If automatic capping is implemented for monthly passes, the number of riders gaining a reduced fare may actually go up because there will no longer be an up-front decision about whether a pass will pay its way. This would increase the proportion of equivalent-to-pass riders to an even higher level (now well over 50% of all trips) than it is today.

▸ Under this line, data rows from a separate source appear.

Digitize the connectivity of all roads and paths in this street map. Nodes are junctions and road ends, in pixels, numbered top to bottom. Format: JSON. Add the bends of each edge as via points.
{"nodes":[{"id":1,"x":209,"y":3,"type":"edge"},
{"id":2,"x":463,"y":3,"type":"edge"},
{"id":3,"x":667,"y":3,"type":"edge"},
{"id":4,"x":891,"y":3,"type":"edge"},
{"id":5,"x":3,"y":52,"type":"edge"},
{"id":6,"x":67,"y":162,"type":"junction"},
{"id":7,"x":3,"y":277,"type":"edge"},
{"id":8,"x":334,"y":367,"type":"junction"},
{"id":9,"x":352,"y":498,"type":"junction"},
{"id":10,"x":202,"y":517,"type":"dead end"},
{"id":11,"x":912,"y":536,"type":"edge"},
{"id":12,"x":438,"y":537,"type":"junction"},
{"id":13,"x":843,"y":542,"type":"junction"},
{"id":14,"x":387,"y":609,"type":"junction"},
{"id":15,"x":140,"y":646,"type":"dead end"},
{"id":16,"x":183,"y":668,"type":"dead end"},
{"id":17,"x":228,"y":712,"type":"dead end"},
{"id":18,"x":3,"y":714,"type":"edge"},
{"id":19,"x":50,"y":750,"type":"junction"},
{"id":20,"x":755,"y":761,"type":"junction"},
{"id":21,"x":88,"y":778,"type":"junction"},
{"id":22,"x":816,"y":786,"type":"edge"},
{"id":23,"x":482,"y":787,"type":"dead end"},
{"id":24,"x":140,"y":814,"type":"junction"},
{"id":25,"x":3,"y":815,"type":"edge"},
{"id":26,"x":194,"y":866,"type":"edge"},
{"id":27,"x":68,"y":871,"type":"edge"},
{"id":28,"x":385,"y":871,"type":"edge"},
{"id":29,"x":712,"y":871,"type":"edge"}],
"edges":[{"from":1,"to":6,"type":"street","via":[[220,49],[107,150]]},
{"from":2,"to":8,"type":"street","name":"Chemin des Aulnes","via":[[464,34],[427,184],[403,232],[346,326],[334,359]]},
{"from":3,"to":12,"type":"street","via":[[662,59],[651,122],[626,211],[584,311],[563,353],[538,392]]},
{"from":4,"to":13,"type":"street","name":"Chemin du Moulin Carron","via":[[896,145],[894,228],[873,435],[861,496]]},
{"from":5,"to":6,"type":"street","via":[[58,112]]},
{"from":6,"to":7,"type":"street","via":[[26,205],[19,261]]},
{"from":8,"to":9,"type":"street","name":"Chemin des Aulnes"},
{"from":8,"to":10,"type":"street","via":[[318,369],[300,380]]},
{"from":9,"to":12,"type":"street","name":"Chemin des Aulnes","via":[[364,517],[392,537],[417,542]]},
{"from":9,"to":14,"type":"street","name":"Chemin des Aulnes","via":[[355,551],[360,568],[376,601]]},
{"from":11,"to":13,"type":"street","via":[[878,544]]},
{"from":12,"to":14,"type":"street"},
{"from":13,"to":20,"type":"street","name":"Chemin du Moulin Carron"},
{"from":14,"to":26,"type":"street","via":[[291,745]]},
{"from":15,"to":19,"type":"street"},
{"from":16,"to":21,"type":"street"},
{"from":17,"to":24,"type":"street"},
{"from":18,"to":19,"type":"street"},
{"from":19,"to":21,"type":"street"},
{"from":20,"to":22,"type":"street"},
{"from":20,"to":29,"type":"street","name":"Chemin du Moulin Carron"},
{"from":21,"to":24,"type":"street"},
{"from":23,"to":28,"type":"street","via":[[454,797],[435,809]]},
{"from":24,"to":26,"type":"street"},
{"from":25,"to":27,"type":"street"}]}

This phenomenon and the effect of other fare options has not even been discussed in any public TTC report.

Interagency fares are, at least for Queen’s Park and Metrolinx, the holy grail of a new fare system. Riders (and voters) in the 905 will get a simpler and maybe even a cheaper ride into Toronto. However, nobody wants to pay for this, least of all the provincial government where the focus is more on how to get municipalities to pay more for transit. Among the outstanding issues are:

  • Will Presto confer a unified, cheaper fare for travel on multiple agencies, including GO Transit, or will it simply be a way to automate the collection of existing fares on all systems?

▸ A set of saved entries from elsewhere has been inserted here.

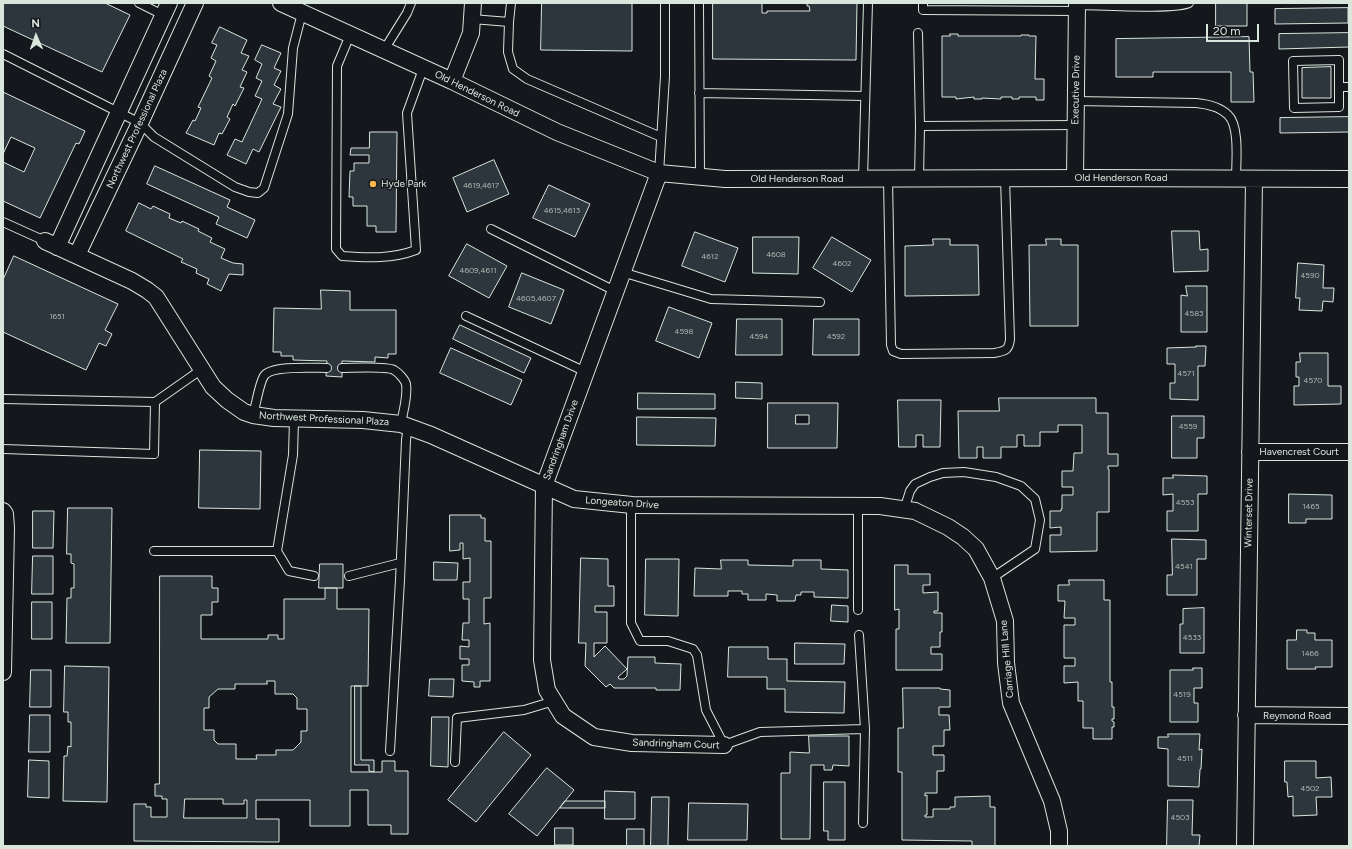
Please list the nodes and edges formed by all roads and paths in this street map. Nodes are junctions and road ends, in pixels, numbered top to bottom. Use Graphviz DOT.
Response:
graph roads {
  1 [pos="139,3"];
  2 [pos="195,3"];
  3 [pos="281,3"];
  4 [pos="411,3"];
  5 [pos="511,3"];
  6 [pos="665,3"];
  7 [pos="699,3"];
  8 [pos="868,3"];
  9 [pos="923,3"];
  10 [pos="1189,3"];
  11 [pos="1077,6"];
  12 [pos="166,9"];
  13 [pos="473,11"];
  14 [pos="302,13"];
  15 [pos="509,22"];
  16 [pos="918,32"];
  17 [pos="350,35"];
  18 [pos="384,50"];
  19 [pos="3,54"];
  20 [pos="423,69"];
  21 [pos="452,81"];
  22 [pos="1339,86"];
  23 [pos="1349,87"];
  24 [pos="699,93"];
  25 [pos="865,96"];
  26 [pos="1076,101"];
  27 [pos="118,113"];
  28 [pos="140,123"];
  29 [pos="1076,125"];
  30 [pos="920,126"];
  31 [pos="661,137"];
  32 [pos="659,173"];
  33 [pos="700,176"];
  34 [pos="1005,178"];
  35 [pos="1075,178"];
  36 [pos="863,179"];
  37 [pos="888,179"];
  38 [pos="918,179"];
  39 [pos="1236,179"];
  40 [pos="1254,180"];
  41 [pos="1349,180"];
  42 [pos="3,222"];
  43 [pos="491,229"];
  44 [pos="51,244"];
  45 [pos="77,255"];
  46 [pos="622,272"];
  47 [pos="615,291"];
  48 [pos="820,302"];
  49 [pos="466,316"];
  50 [pos="327,368"];
  51 [pos="342,368"];
  52 [pos="202,369"];
  53 [pos="586,372"];
  54 [pos="3,399"];
  55 [pos="156,402"];
  56 [pos="253,415"];
  57 [pos="294,420"];
  58 [pos="404,425"];
  59 [pos="3,449"];
  60 [pos="1250,452"];
  61 [pos="1349,452"];
  62 [pos="544,486"];
  63 [pos="631,505"];
  64 [pos="858,506"];
  65 [pos="904,510"];
  66 [pos="3,511"];
  67 [pos="154,551"];
  68 [pos="277,551"];
  69 [pos="400,562"];
  70 [pos="314,576"];
  71 [pos="350,576"];
  72 [pos="992,578"];
  73 [pos="858,610"];
  74 [pos="859,635"];
  75 [pos="3,672"];
  76 [pos="554,701"];
  77 [pos="1246,715"];
  78 [pos="564,716"];
  79 [pos="1349,716"];
  80 [pos="865,729"];
  81 [pos="724,745"];
  82 [pos="390,751"];
  83 [pos="455,762"];
  84 [pos="863,823"];
  85 [pos="1059,846"];
  86 [pos="1245,846"];
  1 -- 12 [label="lane"];
  2 -- 28 [label="street, Northwest Professional Plaza"];
  3 -- 14 [label="street, Old Henderson Road"];
  4 -- 18 [label="lane"];
  5 -- 15 [label="lane"];
  6 -- 31 [label="lane"];
  7 -- 24 [label="lane"];
  8 -- 25 [label="lane"];
  9 -- 11 [label="lane"];
  10 -- 11 [label="lane"];
  11 -- 26 [label="street, Executive Drive"];
  12 -- 27 [label="street"];
  13 -- 15 [label="lane"];
  13 -- 21 [label="street"];
  14 -- 17 [label="street, Old Henderson Road"];
  14 -- 28 [label="lane"];
  15 -- 31 [label="lane"];
  16 -- 30 [label="lane"];
  17 -- 18 [label="street, Old Henderson Road"];
  17 -- 20 [label="lane"];
  18 -- 20 [label="street, Old Henderson Road"];
  19 -- 27 [label="lane"];
  20 -- 21 [label="street, Old Henderson Road"];
  21 -- 32 [label="street, Old Henderson Road"];
  22 -- 22 [label="lane"];
  22 -- 23 [label="lane"];
  24 -- 25 [label="lane"];
  24 -- 33 [label="lane"];
  25 -- 36 [label="lane"];
  26 -- 29 [label="street, Executive Drive"];
  26 -- 39 [label="lane"];
  27 -- 28 [label="lane"];
  27 -- 44 [label="street"];
  28 -- 45 [label="street, Northwest Professional Plaza"];
  29 -- 30 [label="lane"];
  29 -- 35 [label="street, Executive Drive"];
  30 -- 38 [label="lane"];
  31 -- 32 [label="lane"];
  32 -- 33 [label="street, Old Henderson Road"];
  32 -- 46 [label="street, Sandringham Drive"];
  33 -- 36 [label="street, Old Henderson Road"];
  34 -- 35 [label="street, Old Henderson Road"];
  34 -- 37 [label="lane"];
  34 -- 38 [label="street, Old Henderson Road"];
  35 -- 39 [label="street, Old Henderson Road"];
  36 -- 37 [label="street, Old Henderson Road"];
  37 -- 38 [label="street, Old Henderson Road"];
  39 -- 40 [label="street, Old Henderson Road"];
  40 -- 41 [label="street, Old Henderson Road"];
  40 -- 60 [label="street, Winterset Drive"];
  42 -- 44 [label="lane"];
  43 -- 47 [label="lane"];
  44 -- 45 [label="street, Northwest Professional Plaza"];
  45 -- 52 [label="street, Northwest Professional Plaza"];
  46 -- 47 [label="street, Sandringham Drive"];
  46 -- 48 [label="lane"];
  47 -- 53 [label="street, Sandringham Drive"];
  49 -- 53 [label="lane"];
  50 -- 56 [label="lane"];
  51 -- 58 [label="lane"];
  52 -- 55 [label="lane"];
  52 -- 56 [label="street, Northwest Professional Plaza"];
  53 -- 62 [label="street, Sandringham Drive"];
  54 -- 55 [label="lane"];
  55 -- 59 [label="lane"];
  56 -- 57 [label="street, Northwest Professional Plaza"];
  57 -- 58 [label="street, Northwest Professional Plaza"];
  57 -- 68 [label="lane"];
  58 -- 62 [label="street, Longeaton Drive"];
  58 -- 69 [label="lane"];
  60 -- 61 [label="street, Havencrest Court"];
  60 -- 77 [label="street, Winterset Drive"];
  62 -- 63 [label="street, Longeaton Drive"];
  62 -- 76 [label="street, Sandringham Drive"];
  63 -- 64 [label="street, Longeaton Drive"];
  63 -- 81 [label="lane"];
  64 -- 65 [label="street, Carriage Hill Lane"];
  64 -- 73 [label="lane"];
  65 -- 72 [label="street, Carriage Hill Lane"];
  65 -- 72 [label="lane"];
  66 -- 75 [label="street"];
  67 -- 68 [label="lane"];
  68 -- 70 [label="lane"];
  69 -- 71 [label="lane"];
  69 -- 82 [label="lane"];
  72 -- 85 [label="street, Carriage Hill Lane"];
  74 -- 80 [label="lane"];
  76 -- 78 [label="street, Sandringham Drive"];
  76 -- 83 [label="lane"];
  77 -- 79 [label="street, Reymond Road"];
  77 -- 86 [label="street, Winterset Drive"];
  78 -- 81 [label="street, Sandringham Court"];
  80 -- 81 [label="lane, Sandringham Court"];
  80 -- 84 [label="lane"];
}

  • If some type of “co-fare” is extended to 905-416 trips on local carriers (e.g. York Region Transit/VIVA to TTC), who pays the extra subsidy?

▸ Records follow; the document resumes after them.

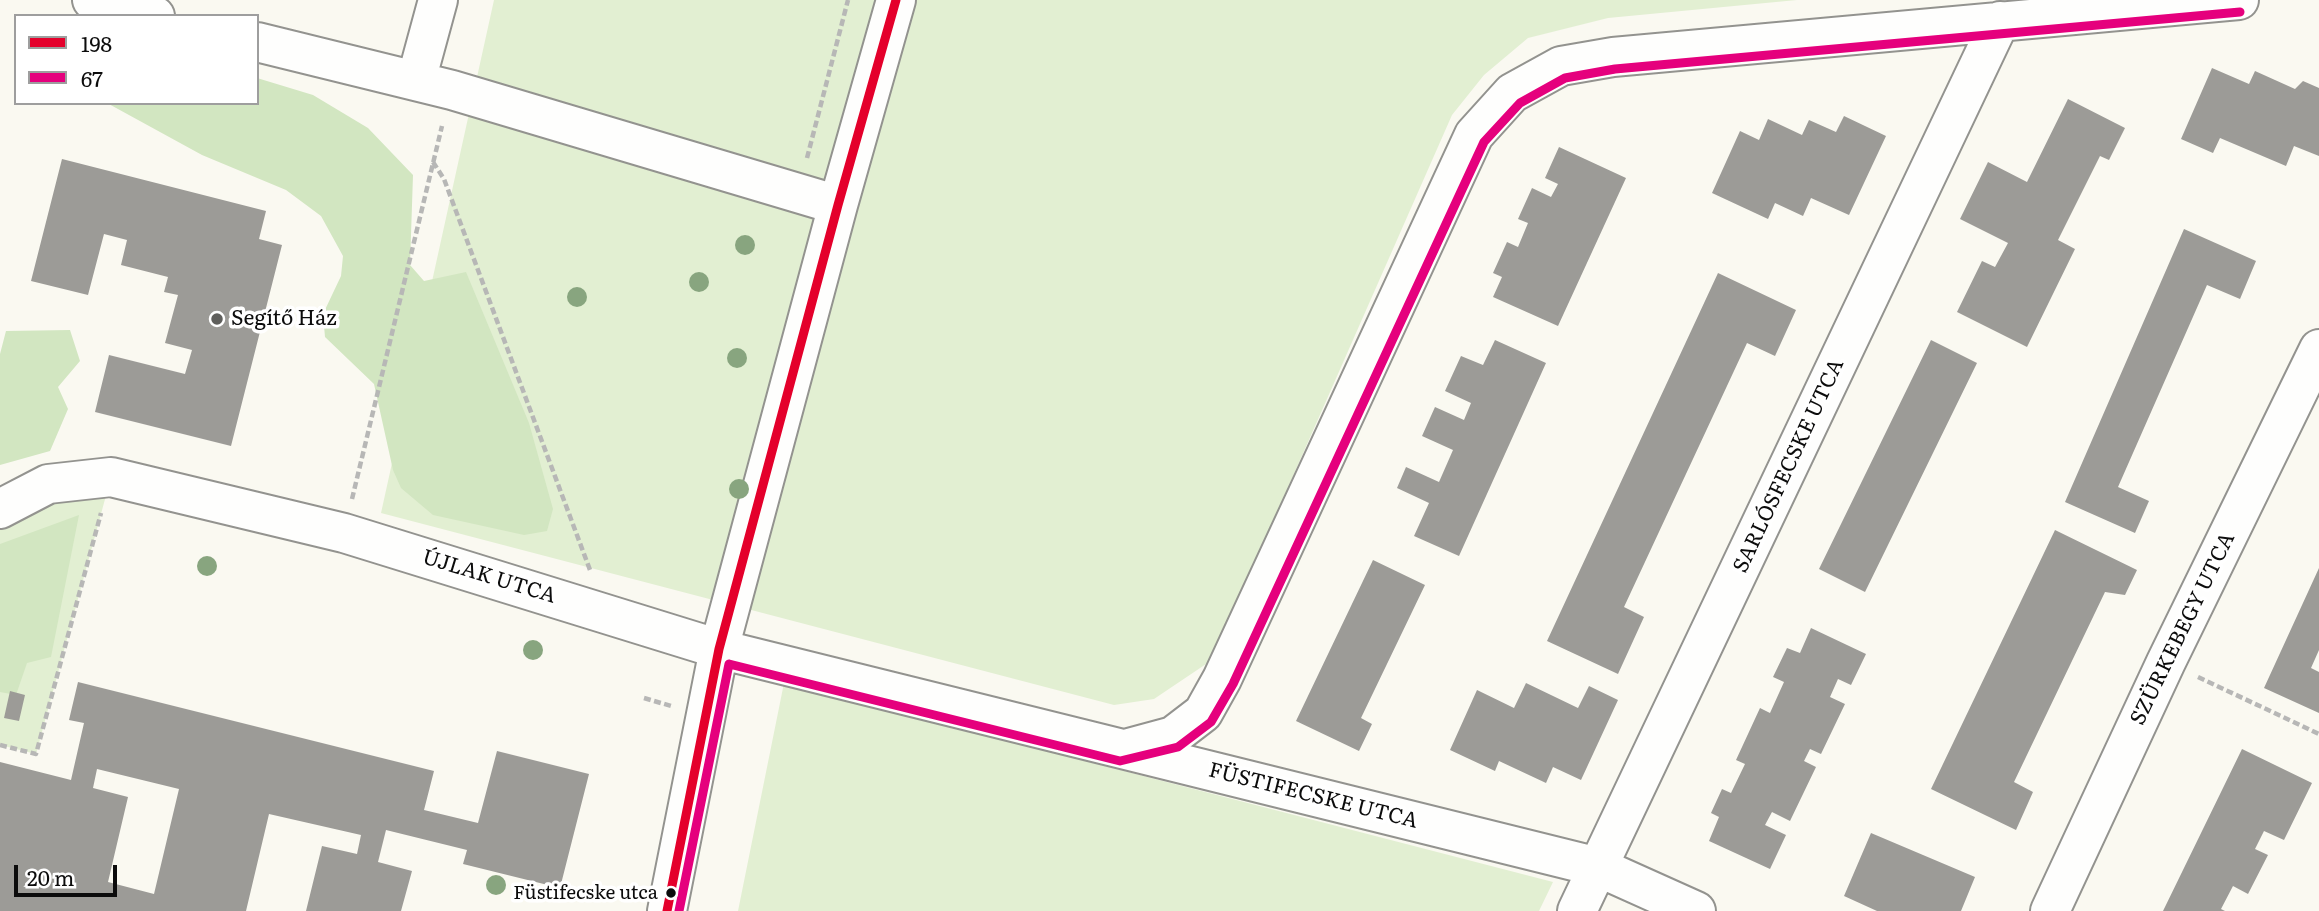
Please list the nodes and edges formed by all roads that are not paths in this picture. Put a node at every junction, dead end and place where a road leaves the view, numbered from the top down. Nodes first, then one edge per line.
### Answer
1 (92, 0) edge
2 (438, 0) edge
3 (896, 0) edge
4 (2239, 0) edge
5 (147, 14) edge
6 (2000, 22) junction
7 (259, 42) edge
8 (434, 86) junction
9 (838, 205) junction
10 (2319, 349) edge
11 (0, 509) edge
12 (719, 649) junction
13 (1122, 749) junction
14 (1598, 867) junction
15 (667, 911) edge
16 (1577, 911) edge
17 (1696, 911) edge
18 (2050, 911) edge

1 - 5 street
2 - 8 street
3 - 9 street
4 - 6 street
6 - 13 street
6 - 14 street, SARLÓSFECSKE UTCA
7 - 8 street
8 - 9 street
9 - 12 street
10 - 18 street, SZÜRKEBEGY UTCA
11 - 12 street, ÚJLAK UTCA
12 - 13 street, FÜSTIFECSKE UTCA
12 - 15 street
13 - 14 street, FÜSTIFECSKE UTCA
14 - 16 street, SARLÓSFECSKE UTCA
14 - 17 street, FÜSTIFECSKE UTCA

  • Will a “co-fare” be provided between GO and the TTC as it is for GO and the 905-based carriers?
  • How will “Smart Track” and a “TTC” level fare within the 416 be implemented on GO Transit’s rail corridors? By extension, exactly what is meant by a “TTC fare”?

The Dark Side of “Opportunities”

A new fare structure may bring not just “better” fares for riders, but could also include lurking fare increases that have not been discussed as publicly as they should be.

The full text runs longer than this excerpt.